Please transcribe the data that follows exactly, from its first line through the line that contains "Trace all roads".

++++ RECORDED INFORMATION

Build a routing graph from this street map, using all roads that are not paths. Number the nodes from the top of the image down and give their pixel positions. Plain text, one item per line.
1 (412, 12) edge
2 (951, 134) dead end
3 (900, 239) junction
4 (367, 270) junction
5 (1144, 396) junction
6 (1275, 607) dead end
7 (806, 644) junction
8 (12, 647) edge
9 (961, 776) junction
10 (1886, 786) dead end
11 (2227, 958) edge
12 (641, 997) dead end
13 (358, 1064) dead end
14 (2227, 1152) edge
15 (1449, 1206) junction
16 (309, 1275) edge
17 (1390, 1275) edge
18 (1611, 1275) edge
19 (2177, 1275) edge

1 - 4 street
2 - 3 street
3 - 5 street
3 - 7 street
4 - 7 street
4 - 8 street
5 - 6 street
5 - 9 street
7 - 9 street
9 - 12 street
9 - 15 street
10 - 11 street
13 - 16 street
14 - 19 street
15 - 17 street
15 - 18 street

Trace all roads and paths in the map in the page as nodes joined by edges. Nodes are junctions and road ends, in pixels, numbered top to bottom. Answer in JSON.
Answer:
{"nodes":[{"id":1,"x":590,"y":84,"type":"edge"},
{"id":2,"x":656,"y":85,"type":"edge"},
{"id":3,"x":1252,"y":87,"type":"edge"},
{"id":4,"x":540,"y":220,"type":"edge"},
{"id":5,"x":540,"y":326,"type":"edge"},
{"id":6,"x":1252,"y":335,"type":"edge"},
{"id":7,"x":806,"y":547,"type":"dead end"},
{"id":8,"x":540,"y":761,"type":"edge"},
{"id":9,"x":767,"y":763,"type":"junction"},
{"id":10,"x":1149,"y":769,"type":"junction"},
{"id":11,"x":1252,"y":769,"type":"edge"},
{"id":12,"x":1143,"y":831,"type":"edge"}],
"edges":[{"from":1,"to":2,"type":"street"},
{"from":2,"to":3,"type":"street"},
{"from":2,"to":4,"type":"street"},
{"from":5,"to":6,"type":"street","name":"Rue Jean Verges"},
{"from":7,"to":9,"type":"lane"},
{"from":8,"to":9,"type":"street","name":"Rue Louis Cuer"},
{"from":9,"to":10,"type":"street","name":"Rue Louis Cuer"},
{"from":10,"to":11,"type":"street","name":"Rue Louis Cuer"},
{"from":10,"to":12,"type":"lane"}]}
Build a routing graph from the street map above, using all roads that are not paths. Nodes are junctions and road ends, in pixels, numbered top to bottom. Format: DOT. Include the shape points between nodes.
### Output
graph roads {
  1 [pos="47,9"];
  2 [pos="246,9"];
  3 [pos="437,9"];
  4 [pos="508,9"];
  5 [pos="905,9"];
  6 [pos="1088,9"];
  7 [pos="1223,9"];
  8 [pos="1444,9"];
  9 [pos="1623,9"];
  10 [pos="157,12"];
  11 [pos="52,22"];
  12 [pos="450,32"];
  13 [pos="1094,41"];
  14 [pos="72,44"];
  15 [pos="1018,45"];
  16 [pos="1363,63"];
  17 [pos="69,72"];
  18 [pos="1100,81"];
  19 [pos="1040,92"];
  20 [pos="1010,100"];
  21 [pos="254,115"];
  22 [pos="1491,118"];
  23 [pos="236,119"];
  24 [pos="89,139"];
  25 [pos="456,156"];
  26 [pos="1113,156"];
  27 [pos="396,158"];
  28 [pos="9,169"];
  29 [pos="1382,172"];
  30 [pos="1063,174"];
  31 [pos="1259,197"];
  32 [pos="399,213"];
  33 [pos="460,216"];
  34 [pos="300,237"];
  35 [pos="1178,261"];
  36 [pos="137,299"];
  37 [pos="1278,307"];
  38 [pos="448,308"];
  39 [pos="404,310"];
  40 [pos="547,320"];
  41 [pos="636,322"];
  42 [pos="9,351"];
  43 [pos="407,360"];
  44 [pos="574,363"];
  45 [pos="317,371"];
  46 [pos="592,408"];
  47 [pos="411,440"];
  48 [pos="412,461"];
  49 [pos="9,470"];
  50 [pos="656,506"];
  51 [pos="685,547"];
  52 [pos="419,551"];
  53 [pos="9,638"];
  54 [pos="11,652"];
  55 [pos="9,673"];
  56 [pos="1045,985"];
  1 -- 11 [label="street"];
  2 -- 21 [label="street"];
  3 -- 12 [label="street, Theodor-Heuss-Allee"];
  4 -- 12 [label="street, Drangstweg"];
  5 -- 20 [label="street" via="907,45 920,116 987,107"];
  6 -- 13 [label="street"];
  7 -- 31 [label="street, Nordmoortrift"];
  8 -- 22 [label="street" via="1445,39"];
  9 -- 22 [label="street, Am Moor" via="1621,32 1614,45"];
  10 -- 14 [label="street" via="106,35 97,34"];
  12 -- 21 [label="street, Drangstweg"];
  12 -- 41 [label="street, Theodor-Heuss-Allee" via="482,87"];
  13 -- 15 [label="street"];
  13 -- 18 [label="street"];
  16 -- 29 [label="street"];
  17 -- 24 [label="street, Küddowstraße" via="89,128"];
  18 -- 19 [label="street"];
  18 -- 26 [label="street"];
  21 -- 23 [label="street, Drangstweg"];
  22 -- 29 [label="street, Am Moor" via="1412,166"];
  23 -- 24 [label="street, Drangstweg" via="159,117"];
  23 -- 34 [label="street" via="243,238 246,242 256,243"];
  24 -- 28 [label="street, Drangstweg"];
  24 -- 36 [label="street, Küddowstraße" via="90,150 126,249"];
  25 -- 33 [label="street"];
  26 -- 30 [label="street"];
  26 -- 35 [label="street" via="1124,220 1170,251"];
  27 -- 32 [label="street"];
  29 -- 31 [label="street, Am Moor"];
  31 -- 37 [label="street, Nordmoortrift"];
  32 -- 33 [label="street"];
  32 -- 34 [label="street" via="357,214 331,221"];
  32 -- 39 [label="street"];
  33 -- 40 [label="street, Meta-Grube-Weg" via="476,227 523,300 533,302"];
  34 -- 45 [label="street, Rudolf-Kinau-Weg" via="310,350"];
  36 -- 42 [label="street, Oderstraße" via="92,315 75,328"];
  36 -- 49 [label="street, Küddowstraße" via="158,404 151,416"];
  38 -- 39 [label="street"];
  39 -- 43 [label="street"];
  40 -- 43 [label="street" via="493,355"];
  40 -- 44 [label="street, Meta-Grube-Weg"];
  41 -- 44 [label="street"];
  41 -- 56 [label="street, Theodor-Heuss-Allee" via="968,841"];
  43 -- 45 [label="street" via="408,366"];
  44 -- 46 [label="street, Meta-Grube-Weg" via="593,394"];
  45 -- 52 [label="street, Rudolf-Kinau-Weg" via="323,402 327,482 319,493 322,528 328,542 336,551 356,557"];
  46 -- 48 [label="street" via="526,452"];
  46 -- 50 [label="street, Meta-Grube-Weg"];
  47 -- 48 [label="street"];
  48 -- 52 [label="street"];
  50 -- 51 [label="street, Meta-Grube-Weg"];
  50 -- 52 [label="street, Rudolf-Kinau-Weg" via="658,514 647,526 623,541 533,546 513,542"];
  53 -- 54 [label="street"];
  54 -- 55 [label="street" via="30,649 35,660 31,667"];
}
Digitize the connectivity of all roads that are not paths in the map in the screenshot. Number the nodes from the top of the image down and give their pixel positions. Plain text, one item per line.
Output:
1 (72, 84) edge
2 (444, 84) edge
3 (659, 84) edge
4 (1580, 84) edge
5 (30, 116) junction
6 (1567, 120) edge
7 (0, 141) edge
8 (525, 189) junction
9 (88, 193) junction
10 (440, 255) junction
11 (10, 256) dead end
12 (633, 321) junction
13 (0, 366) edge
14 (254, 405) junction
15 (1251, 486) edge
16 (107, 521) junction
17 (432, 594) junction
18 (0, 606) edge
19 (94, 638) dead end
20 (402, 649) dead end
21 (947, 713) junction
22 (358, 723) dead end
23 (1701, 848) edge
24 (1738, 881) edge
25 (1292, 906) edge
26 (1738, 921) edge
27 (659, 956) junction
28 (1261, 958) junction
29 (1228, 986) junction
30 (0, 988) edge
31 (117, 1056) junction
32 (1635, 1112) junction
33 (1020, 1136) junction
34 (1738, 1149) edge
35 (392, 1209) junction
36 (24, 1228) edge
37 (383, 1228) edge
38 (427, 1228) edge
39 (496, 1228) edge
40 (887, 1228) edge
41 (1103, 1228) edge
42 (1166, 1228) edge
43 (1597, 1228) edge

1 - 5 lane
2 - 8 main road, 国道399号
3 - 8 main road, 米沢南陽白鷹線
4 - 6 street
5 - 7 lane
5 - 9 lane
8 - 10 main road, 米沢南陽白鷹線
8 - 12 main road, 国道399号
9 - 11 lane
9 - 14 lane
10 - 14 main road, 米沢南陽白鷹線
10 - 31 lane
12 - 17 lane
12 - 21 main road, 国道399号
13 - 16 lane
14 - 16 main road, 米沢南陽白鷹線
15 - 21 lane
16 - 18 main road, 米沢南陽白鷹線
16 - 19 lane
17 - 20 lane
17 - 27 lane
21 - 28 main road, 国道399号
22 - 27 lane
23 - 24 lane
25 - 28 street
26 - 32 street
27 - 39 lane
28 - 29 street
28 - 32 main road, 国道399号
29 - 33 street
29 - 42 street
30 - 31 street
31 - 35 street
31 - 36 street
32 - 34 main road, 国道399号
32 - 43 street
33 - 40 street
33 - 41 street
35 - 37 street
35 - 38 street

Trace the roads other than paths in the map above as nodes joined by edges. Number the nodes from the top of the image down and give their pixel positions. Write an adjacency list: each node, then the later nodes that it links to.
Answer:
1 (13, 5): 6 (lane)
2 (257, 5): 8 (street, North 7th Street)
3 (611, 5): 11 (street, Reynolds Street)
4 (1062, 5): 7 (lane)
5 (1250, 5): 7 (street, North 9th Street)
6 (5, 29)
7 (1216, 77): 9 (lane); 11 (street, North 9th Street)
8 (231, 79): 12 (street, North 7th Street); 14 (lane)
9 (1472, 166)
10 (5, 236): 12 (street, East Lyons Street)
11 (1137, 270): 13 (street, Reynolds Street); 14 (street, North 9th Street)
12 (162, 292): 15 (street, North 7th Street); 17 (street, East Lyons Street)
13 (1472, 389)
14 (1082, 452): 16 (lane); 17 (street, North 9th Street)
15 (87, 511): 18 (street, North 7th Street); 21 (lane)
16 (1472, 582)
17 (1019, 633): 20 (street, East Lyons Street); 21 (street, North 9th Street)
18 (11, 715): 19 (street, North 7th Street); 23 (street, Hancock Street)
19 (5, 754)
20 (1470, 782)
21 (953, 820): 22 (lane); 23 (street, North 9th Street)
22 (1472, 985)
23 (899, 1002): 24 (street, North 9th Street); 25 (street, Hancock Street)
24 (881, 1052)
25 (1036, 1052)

++++++++

OUTPUT FOR THIS EXERCISE.
Build a routing graph from this street map, using all roads that are not paths. Number the nodes from the top of the image down and give their pixel positions. Plain text, one item per line.
1 (412, 12) edge
2 (951, 134) dead end
3 (900, 239) junction
4 (367, 270) junction
5 (1144, 396) junction
6 (1275, 607) dead end
7 (806, 644) junction
8 (12, 647) edge
9 (961, 776) junction
10 (1886, 786) dead end
11 (2227, 958) edge
12 (641, 997) dead end
13 (358, 1064) dead end
14 (2227, 1152) edge
15 (1449, 1206) junction
16 (309, 1275) edge
17 (1390, 1275) edge
18 (1611, 1275) edge
19 (2177, 1275) edge

1 - 4 street
2 - 3 street
3 - 5 street
3 - 7 street
4 - 7 street
4 - 8 street
5 - 6 street
5 - 9 street
7 - 9 street
9 - 12 street
9 - 15 street
10 - 11 street
13 - 16 street
14 - 19 street
15 - 17 street
15 - 18 street

Trace all roads and paths in the map in the page as nodes joined by edges. Nodes are junctions and road ends, in pixels, numbered top to bottom. Answer in JSON.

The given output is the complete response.